_Exercise description_: Send back all of the records, each one exactly as written.

_The data_:
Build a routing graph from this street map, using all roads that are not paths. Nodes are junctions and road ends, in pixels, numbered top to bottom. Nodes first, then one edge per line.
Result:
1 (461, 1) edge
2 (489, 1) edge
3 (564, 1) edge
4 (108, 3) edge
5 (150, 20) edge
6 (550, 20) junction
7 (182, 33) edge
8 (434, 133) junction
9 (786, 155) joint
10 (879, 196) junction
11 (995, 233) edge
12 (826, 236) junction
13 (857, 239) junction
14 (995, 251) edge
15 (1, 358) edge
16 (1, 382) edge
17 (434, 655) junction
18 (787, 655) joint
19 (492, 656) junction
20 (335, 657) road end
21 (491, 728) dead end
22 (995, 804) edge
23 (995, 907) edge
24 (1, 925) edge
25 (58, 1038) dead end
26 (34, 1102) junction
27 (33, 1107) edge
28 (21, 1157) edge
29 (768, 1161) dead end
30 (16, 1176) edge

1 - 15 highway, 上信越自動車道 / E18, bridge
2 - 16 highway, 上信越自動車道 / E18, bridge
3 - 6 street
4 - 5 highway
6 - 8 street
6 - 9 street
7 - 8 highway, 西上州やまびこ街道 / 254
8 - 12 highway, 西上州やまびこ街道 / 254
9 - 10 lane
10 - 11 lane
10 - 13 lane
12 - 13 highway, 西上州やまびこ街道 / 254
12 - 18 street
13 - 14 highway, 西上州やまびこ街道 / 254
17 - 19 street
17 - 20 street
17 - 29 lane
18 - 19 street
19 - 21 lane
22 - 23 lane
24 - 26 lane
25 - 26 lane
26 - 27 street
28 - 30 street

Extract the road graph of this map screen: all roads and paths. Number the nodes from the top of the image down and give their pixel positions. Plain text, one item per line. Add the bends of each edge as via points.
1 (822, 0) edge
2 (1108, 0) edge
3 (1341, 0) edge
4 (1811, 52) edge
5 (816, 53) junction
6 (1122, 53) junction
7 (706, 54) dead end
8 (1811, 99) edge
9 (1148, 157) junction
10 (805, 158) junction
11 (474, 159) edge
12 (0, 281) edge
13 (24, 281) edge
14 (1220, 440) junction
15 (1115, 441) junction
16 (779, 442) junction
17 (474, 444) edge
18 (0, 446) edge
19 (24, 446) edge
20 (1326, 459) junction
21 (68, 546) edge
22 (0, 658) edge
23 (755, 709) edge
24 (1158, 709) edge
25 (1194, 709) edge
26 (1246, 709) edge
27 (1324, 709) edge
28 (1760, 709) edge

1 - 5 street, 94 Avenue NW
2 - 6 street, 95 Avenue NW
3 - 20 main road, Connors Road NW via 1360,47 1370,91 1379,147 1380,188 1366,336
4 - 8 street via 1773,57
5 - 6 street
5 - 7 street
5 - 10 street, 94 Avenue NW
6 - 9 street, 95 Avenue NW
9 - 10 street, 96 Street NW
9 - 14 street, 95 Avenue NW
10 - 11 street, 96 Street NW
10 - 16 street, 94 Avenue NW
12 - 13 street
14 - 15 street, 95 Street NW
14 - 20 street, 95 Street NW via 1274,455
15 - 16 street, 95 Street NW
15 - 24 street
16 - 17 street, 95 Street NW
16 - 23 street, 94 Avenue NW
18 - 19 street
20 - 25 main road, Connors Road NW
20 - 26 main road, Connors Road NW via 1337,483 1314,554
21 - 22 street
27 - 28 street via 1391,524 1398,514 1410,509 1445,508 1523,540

_Output for this task_:
Build a routing graph from this street map, using all roads that are not paths. Nodes are junctions and road ends, in pixels, numbered top to bottom. Nodes first, then one edge per line.
Result:
1 (461, 1) edge
2 (489, 1) edge
3 (564, 1) edge
4 (108, 3) edge
5 (150, 20) edge
6 (550, 20) junction
7 (182, 33) edge
8 (434, 133) junction
9 (786, 155) joint
10 (879, 196) junction
11 (995, 233) edge
12 (826, 236) junction
13 (857, 239) junction
14 (995, 251) edge
15 (1, 358) edge
16 (1, 382) edge
17 (434, 655) junction
18 (787, 655) joint
19 (492, 656) junction
20 (335, 657) road end
21 (491, 728) dead end
22 (995, 804) edge
23 (995, 907) edge
24 (1, 925) edge
25 (58, 1038) dead end
26 (34, 1102) junction
27 (33, 1107) edge
28 (21, 1157) edge
29 (768, 1161) dead end
30 (16, 1176) edge

1 - 15 highway, 上信越自動車道 / E18, bridge
2 - 16 highway, 上信越自動車道 / E18, bridge
3 - 6 street
4 - 5 highway
6 - 8 street
6 - 9 street
7 - 8 highway, 西上州やまびこ街道 / 254
8 - 12 highway, 西上州やまびこ街道 / 254
9 - 10 lane
10 - 11 lane
10 - 13 lane
12 - 13 highway, 西上州やまびこ街道 / 254
12 - 18 street
13 - 14 highway, 西上州やまびこ街道 / 254
17 - 19 street
17 - 20 street
17 - 29 lane
18 - 19 street
19 - 21 lane
22 - 23 lane
24 - 26 lane
25 - 26 lane
26 - 27 street
28 - 30 street

Extract the road graph of this map screen: all roads and paths. Number the nodes from the top of the image down and give their pixel positions. Plain text, one item per line. Add the bends of each edge as via points.
1 (822, 0) edge
2 (1108, 0) edge
3 (1341, 0) edge
4 (1811, 52) edge
5 (816, 53) junction
6 (1122, 53) junction
7 (706, 54) dead end
8 (1811, 99) edge
9 (1148, 157) junction
10 (805, 158) junction
11 (474, 159) edge
12 (0, 281) edge
13 (24, 281) edge
14 (1220, 440) junction
15 (1115, 441) junction
16 (779, 442) junction
17 (474, 444) edge
18 (0, 446) edge
19 (24, 446) edge
20 (1326, 459) junction
21 (68, 546) edge
22 (0, 658) edge
23 (755, 709) edge
24 (1158, 709) edge
25 (1194, 709) edge
26 (1246, 709) edge
27 (1324, 709) edge
28 (1760, 709) edge

1 - 5 street, 94 Avenue NW
2 - 6 street, 95 Avenue NW
3 - 20 main road, Connors Road NW via 1360,47 1370,91 1379,147 1380,188 1366,336
4 - 8 street via 1773,57
5 - 6 street
5 - 7 street
5 - 10 street, 94 Avenue NW
6 - 9 street, 95 Avenue NW
9 - 10 street, 96 Street NW
9 - 14 street, 95 Avenue NW
10 - 11 street, 96 Street NW
10 - 16 street, 94 Avenue NW
12 - 13 street
14 - 15 street, 95 Street NW
14 - 20 street, 95 Street NW via 1274,455
15 - 16 street, 95 Street NW
15 - 24 street
16 - 17 street, 95 Street NW
16 - 23 street, 94 Avenue NW
18 - 19 street
20 - 25 main road, Connors Road NW
20 - 26 main road, Connors Road NW via 1337,483 1314,554
21 - 22 street
27 - 28 street via 1391,524 1398,514 1410,509 1445,508 1523,540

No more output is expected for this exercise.